Our General Assembly has never adopted a statute .authorizing the elimination of a jury from any tribunal authorized to try any criminal offenses, other than the act of June 17, 1893, (Laws of 1893, p. 96,) which authorized waiver of a jury in cases where a “fine or a money judgment” only may be assessed. It follows, then, that as to all other criminal offenses trial by jury, as enjoyed prior to and at the time of the adoption of the constitution of 1870, is the only legal mode of adjudicating the guilt or innocence of one accused of a criminal offense.
In George v. People, 167 Ill. 447, we considered the provisions of the constitutions of 1818, 1848 and 1870, with reference to the right of trial by jury, and said (p. 455): “We do not think there is any substantial difference between the provisions incorporated in the three constitutions. The right of trial by jury was the same under one constitution as under the other. The right protected by each constitution was the right of trial by jury as it existed at common law.”
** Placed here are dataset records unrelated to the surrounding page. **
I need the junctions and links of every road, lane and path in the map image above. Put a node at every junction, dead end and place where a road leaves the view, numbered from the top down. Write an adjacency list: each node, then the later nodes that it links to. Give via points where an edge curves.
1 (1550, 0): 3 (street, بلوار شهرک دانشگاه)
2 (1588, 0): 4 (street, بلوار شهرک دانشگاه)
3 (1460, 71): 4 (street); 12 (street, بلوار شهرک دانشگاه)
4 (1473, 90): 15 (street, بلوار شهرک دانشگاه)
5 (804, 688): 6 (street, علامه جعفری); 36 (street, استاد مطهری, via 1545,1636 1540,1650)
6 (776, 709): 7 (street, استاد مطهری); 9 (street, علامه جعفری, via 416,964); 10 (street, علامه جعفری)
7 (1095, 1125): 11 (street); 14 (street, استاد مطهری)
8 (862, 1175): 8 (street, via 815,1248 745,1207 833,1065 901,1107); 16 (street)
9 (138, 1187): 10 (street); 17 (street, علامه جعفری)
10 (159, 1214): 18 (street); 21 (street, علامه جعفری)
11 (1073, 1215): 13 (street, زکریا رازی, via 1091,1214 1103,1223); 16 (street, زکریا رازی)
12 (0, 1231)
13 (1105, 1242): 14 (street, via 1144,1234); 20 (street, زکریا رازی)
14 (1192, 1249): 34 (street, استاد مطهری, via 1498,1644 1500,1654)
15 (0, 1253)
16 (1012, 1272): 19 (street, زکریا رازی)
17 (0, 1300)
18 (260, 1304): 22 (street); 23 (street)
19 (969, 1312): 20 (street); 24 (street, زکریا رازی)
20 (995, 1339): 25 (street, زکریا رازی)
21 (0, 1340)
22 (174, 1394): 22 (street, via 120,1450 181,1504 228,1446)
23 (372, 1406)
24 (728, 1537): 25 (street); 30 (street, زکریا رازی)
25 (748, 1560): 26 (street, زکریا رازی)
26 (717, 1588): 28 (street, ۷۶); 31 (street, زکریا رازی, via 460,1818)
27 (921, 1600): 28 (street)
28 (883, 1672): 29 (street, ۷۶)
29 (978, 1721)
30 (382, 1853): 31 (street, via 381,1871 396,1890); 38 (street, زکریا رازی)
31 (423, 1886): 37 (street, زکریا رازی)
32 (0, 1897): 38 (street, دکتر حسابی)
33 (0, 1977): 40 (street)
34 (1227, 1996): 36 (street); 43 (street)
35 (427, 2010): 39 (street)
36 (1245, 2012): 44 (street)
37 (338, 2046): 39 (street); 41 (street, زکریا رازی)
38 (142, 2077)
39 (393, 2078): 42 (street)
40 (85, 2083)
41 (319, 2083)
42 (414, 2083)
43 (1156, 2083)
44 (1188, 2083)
At the common law, trial by jury was enjoyed only by those against whom the accusation was made by indictment and who had been arraigned and pleaded to the indictment. (Brewster v. People, supra.) It is to this common law right of trial by jury to which our constitution refers, and in the class of cases in which that right existed at the common law an essential part of the tribunal for the trial of such accusations is a jury, and the defendant cannot, by his acts, eliminate the jury from such tribunal and create another tribunal for the trial of the charge against him. In principle this is declared in Harris v. People, supra. It follows, then, that in all criminal accusations which can only be prosecuted upon indictment a jury is an essential part of the court which may lawfully try and render judgment of acquittal or conviction.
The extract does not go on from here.